S.S. v. R.D.
258 So. 3d 340
Ala. Civ. App.2018Background
- Child born Nov. 4, 2011; mother was married to L.G., who is the presumed father under Alabama law, though alleged biological father (R.D., Sr.) and paternal grandmother (R.D.) asserted competing claims.
- Paternal grandmother filed a pro se dependency petition (May 2012) and received pendente lite custody; multiple related actions (including the mother’s pro se visitation/custody petition) were filed and loosely litigated together but not formally consolidated.
- Juvenile court ordered genetic testing to resolve paternity; testing had not occurred by the Aug. 18, 2015 trial. At trial the court orally dismissed the alleged father as a party, the presumed father persisted in paternity, and the court orally adjudicated dependency and awarded custody to the paternal grandmother.

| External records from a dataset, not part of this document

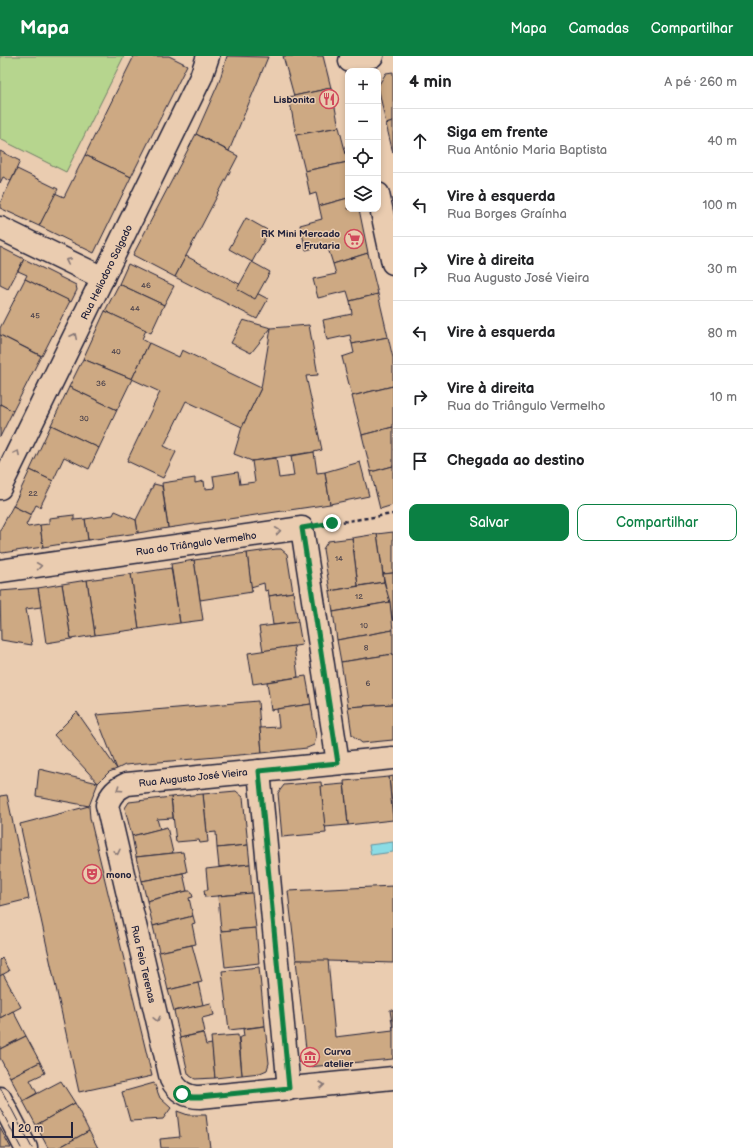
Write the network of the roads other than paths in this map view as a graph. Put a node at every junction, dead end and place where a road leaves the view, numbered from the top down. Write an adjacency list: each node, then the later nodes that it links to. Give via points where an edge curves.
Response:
1 (208, 56): 7 (street, Rua Heliodoro Salgado, via 201,77)
2 (372, 56): 3 (street)
3 (350, 63)
4 (384, 203): 6 (street)
5 (0, 228): 7 (street, one-way to 5)
6 (393, 263)
7 (103, 278): 8 (street, Rua Heliodoro Salgado, one-way to 7)
8 (0, 488)
9 (0, 571): 11 (street, Rua do Triângulo Vermelho, one-way to 11, via 302,528)
10 (393, 758): 11 (street, Rua Augusto José Vieira)
11 (338, 763): 12 (street, Rua Augusto José Vieira)
12 (259, 771): 13 (street, Rua Augusto José Vieira, one-way to 13, via 127,784 111,794 107,806); 15 (street)
13 (108, 814): 15 (street, Rua Feio Terenas, one-way to 15, via 175,1087 182,1094 192,1097)
14 (393, 1078): 15 (street, Rua Feio Terenas, one-way to 14)
15 (289, 1088)
16 (0, 1098): 17 (street)
17 (26, 1148)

- The juvenile court did not enter a written final judgment until May 16, 2017—about 21 months after trial—and entered substantially similar written orders in both the dependency action and the mother’s separate action.
- Mother moved for postjudgment relief and new trial; some posttrial motions lapsed or were denied by operation of law. Mother appealed; the appellate court consolidated appeals ex mero motu.
Issues
| Issue | Plaintiff's Argument | Defendant's Argument | Held |
|---|---|---|---|
| Whether a dependency/dispositional determination may be based on evidence presented ~21 months before entry of judgment | Mother: dependency must be assessed based on current circumstances at disposition; 21‑month delay deprived her due process and rendered adjudication unsupported | Grandmother: trial evidence was sufficient to support dependency and custody award | Court: Reversed the mother’s action—dependency/disposition could not be based on evidence 21 months old; remanded for full evidentiary hearing on custody/dependency |
| Whether the appeal from the dependency-action judgment is reviewable (finality/jurisdiction) | Mother: May 16, 2017 judgment was final; denial of visitation implicitly denied contempt motion | Grandmother: judgment is final and supports custody award | Court: Appeal from dependency action dismissed for lack of finality—pending contempt motion (and unresolved paternity issues) rendered the May 16, 2017 dependency‑action judgment nonfinal |
| Whether the juvenile court erred on sufficiency of evidence at the Aug. 2015 trial | Mother: trial evidence was insufficient to support dependency | Grandmother: evidence was sufficient | Court: Pretermitted consideration of sufficiency because remand required on timeliness grounds (would need current-evidence hearing) |
| Whether juvenile court abused discretion by not appointing counsel for indigent pro se petitioner (grandmother) | Grandmother: requested appointed counsel and says court denied request | Mother/presumed father: not argued to require reversal | Court: Noted appointment of counsel for indigent petitioners is discretionary under §12‑15‑305(a); no reversible-error finding on that point |
Key Cases Cited
- D.D.P. v. D.M.B., 173 So.3d 1 (Ala. Civ. App. 2015) (when adjudicatory and dispositional stages are bifurcated, dependency must be shown at adjudication and at disposition)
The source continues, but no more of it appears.